Modification of Blinking Statistics in Solid State Quantum Dot/Conjugated Organic Polymer Composite Nanostructures

Fluorescence intermittency, or “blinking” in quantum dot systems has been the subject of great interest since the first observation of this phenomenon nearly 10 years ago. The stability of quantum dot fluorescence emission is especially important in the context of photovoltaic, optoelectronic, and biological applications, where device performance, or the ability to track labeled particles, is affected adversely by fluorescence intermittency. Single-molecule spectroscopy combined with atomic force microscopy measurements reveal that CdSe quantum dots functionalized with oligo(phenylene vinylene), OPV, ligands exhibit modified optical properties such as suppression of blinking when compared to conventional TOPO covered or ZnS-capped CdSe quantum dots.

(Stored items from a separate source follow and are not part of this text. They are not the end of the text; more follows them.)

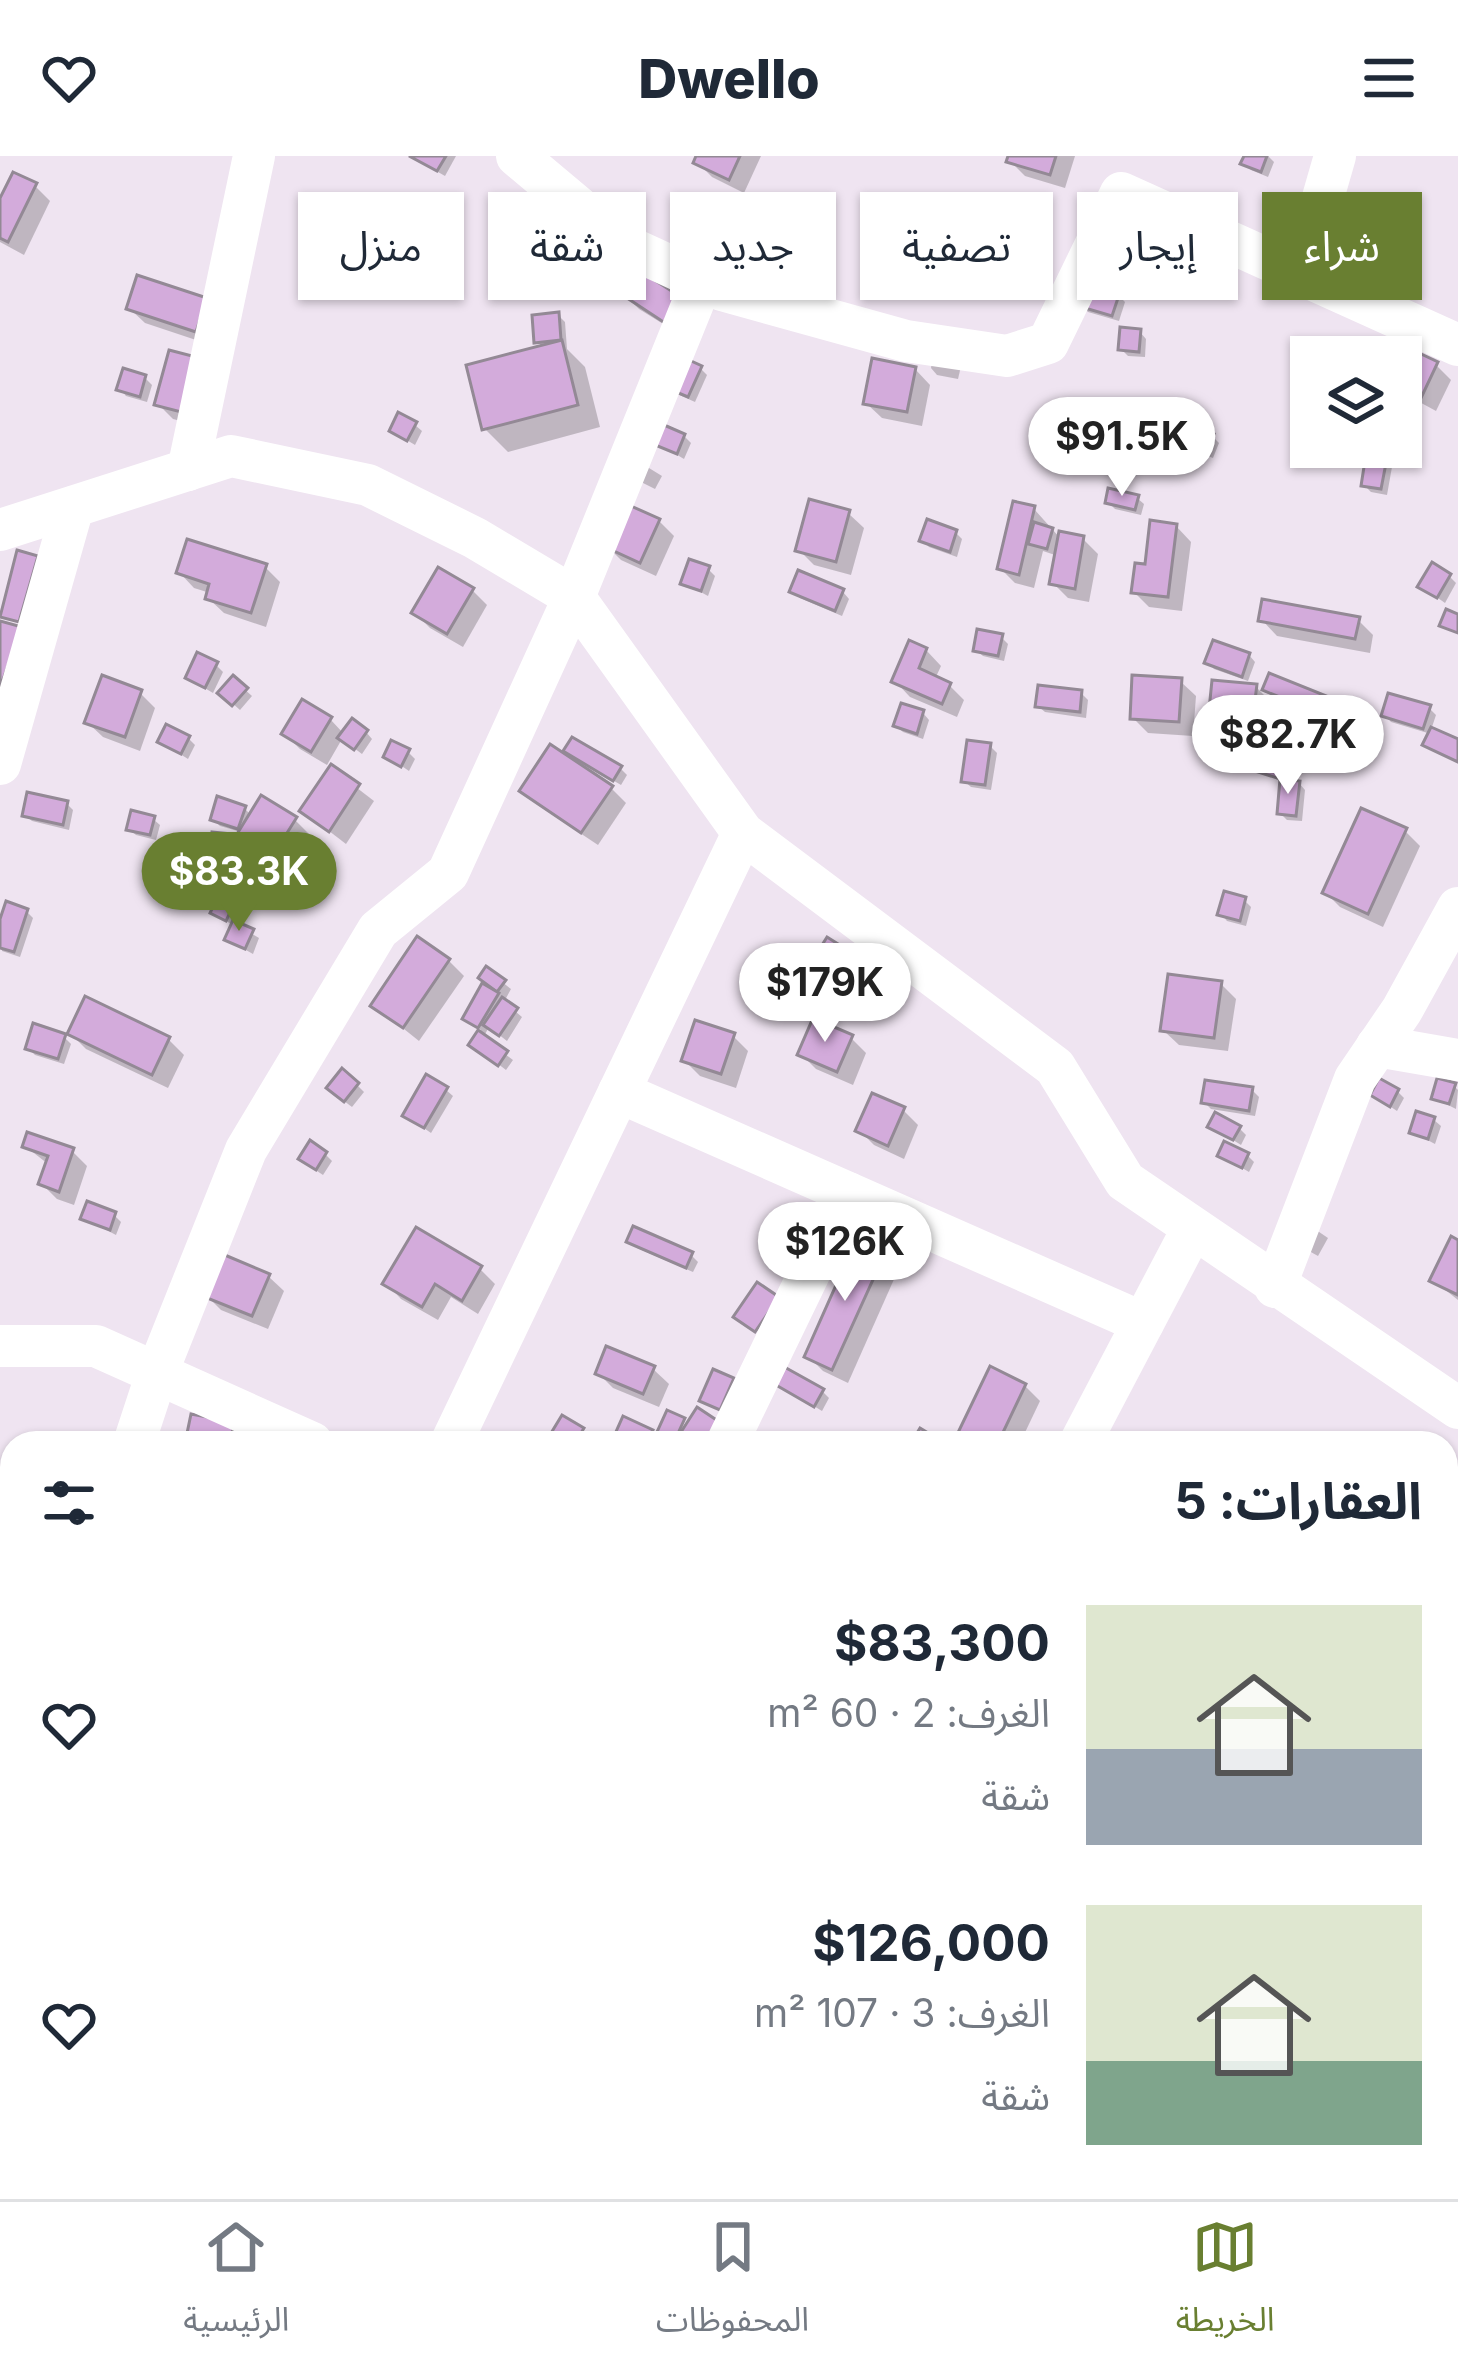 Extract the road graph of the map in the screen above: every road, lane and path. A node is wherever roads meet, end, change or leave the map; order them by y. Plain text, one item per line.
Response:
1 (254, 156) edge
2 (517, 156) edge
3 (1335, 156) edge
4 (1325, 192) edge
5 (1262, 256) edge
6 (670, 266) edge
7 (694, 300) edge
8 (758, 300) edge
9 (1358, 300) edge
10 (1458, 345) edge
11 (188, 470) junction
12 (73, 507) junction
13 (0, 530) edge
14 (574, 597) junction
15 (0, 764) edge
16 (743, 833) junction
17 (1458, 908) edge
18 (1377, 1046) junction
19 (1458, 1060) edge
20 (620, 1092) junction
21 (848, 1193) junction
22 (1192, 1228) junction
23 (1275, 1287) junction
24 (1143, 1323) junction
25 (0, 1346) edge
26 (157, 1373) junction
27 (1458, 1408) edge
28 (138, 1431) edge
29 (285, 1431) edge
30 (457, 1431) edge
31 (733, 1431) edge
32 (1086, 1431) edge

1 - 11 street
2 - 6 street
3 - 4 street
5 - 8 street
7 - 14 street
9 - 10 street
11 - 12 street
11 - 14 street
12 - 13 street
12 - 15 street
14 - 16 street
14 - 26 street
16 - 20 street
16 - 22 street
17 - 18 street
18 - 19 street
18 - 23 street
20 - 21 street
20 - 30 street
21 - 24 street
21 - 31 street
22 - 23 street
22 - 24 street
23 - 27 street
24 - 32 street
25 - 26 street
26 - 28 street
26 - 29 street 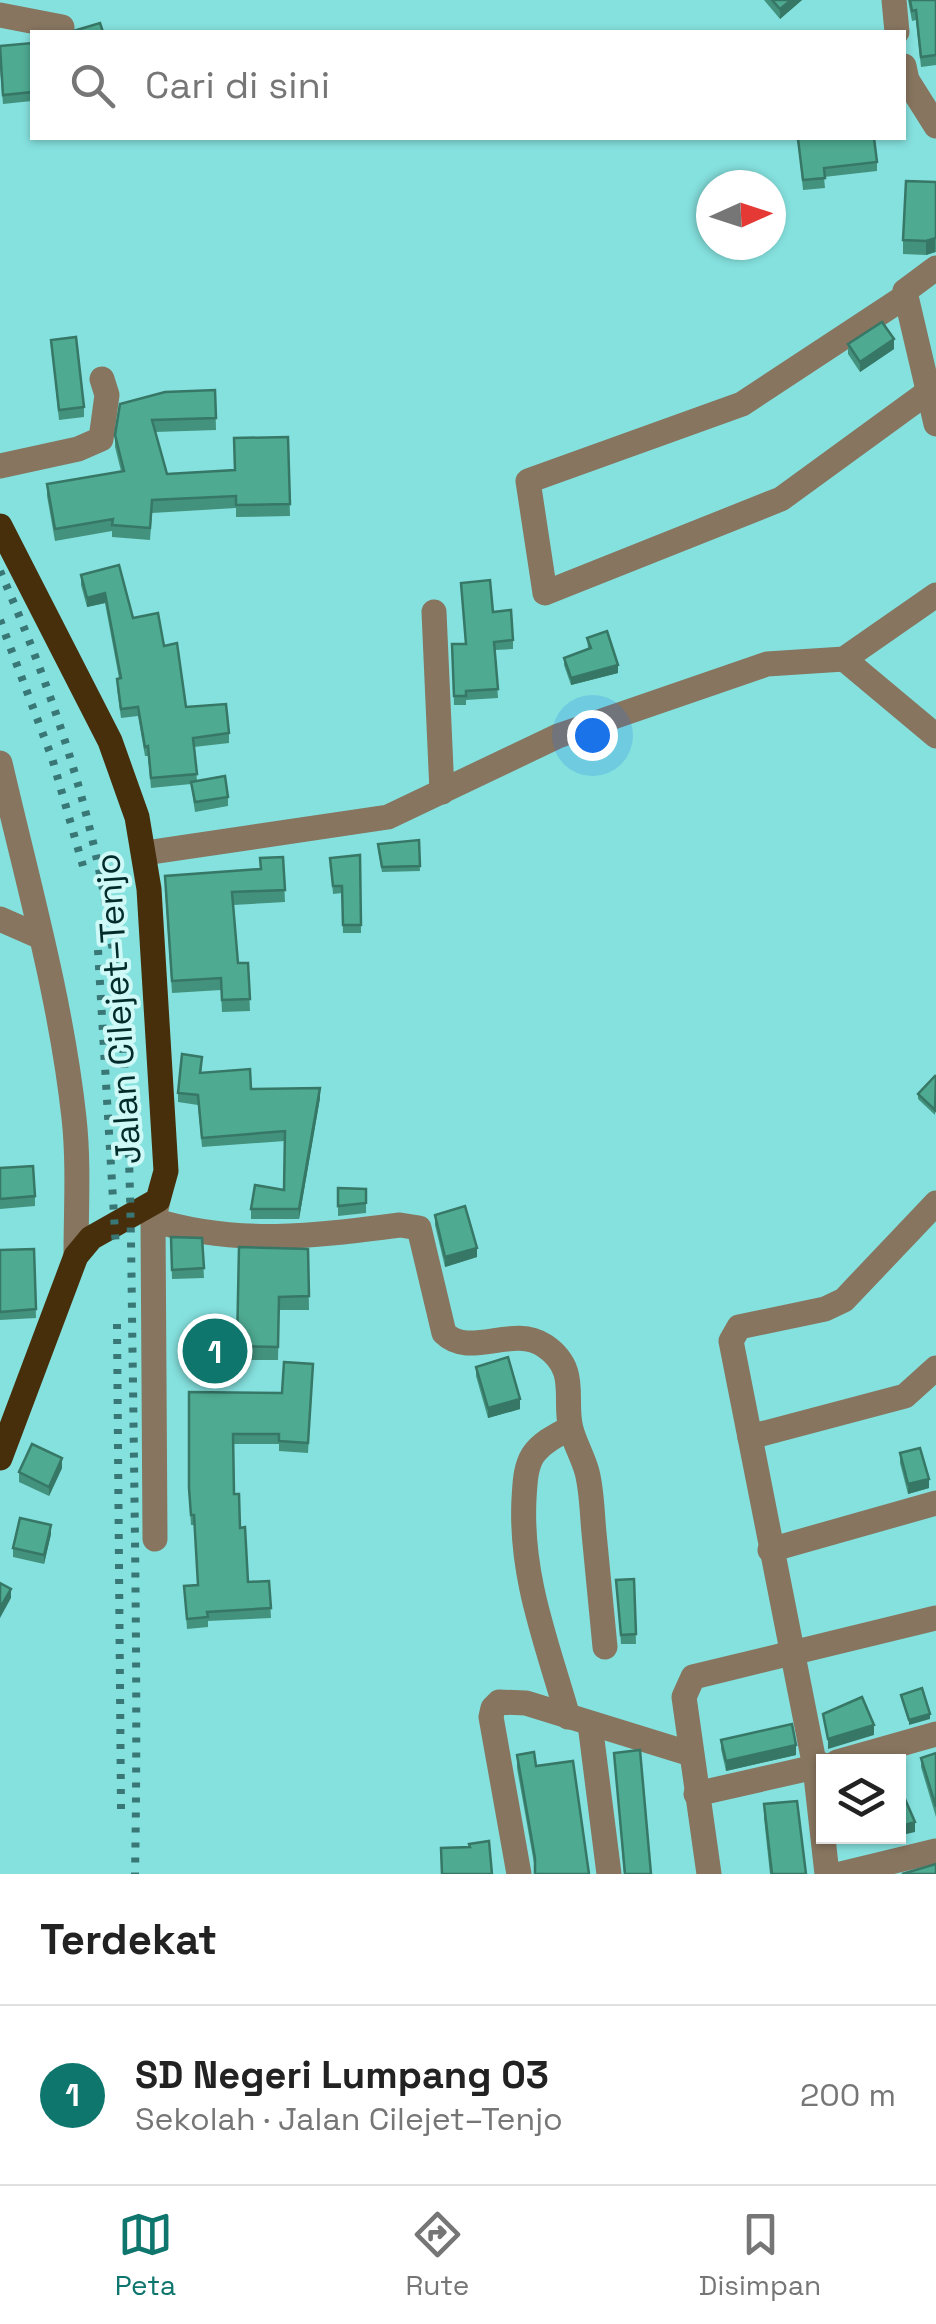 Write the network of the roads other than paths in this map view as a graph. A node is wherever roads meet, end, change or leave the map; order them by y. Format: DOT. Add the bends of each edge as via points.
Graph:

The blinking suppression is shown to be highly sensitive to the degree of ligand coverage on the quantum dot surface and this effect is interpreted as resulting from charge transport from photoexcited OPV into vacant trap sites on the quantum dot surface. This direct surface derivatization of quantum dots with organic ligands also enables a “tunable” quantum dot surface that allows dispersion of quantum dots in a variety of polymer supported thin films without phase segregation. This facilitates straightforward inclusion of these new hybrid materials into solid state formats and suggests exciting new applications of composite quantum dot/organic systems in optoelectronic systems.

Suppression of Blinking in Solid State Quantum Dot/ Conjugated Organic Polymer Composite Nanostructures

Single-molecule spectroscopy combined with AFM measurements reveal that CdSe quantum dots functionalized with oligo-phenylenevinylene ligands exhibit enhanced optical properties such as reduced blinking. The degree of polymer coverage is found to control this effect.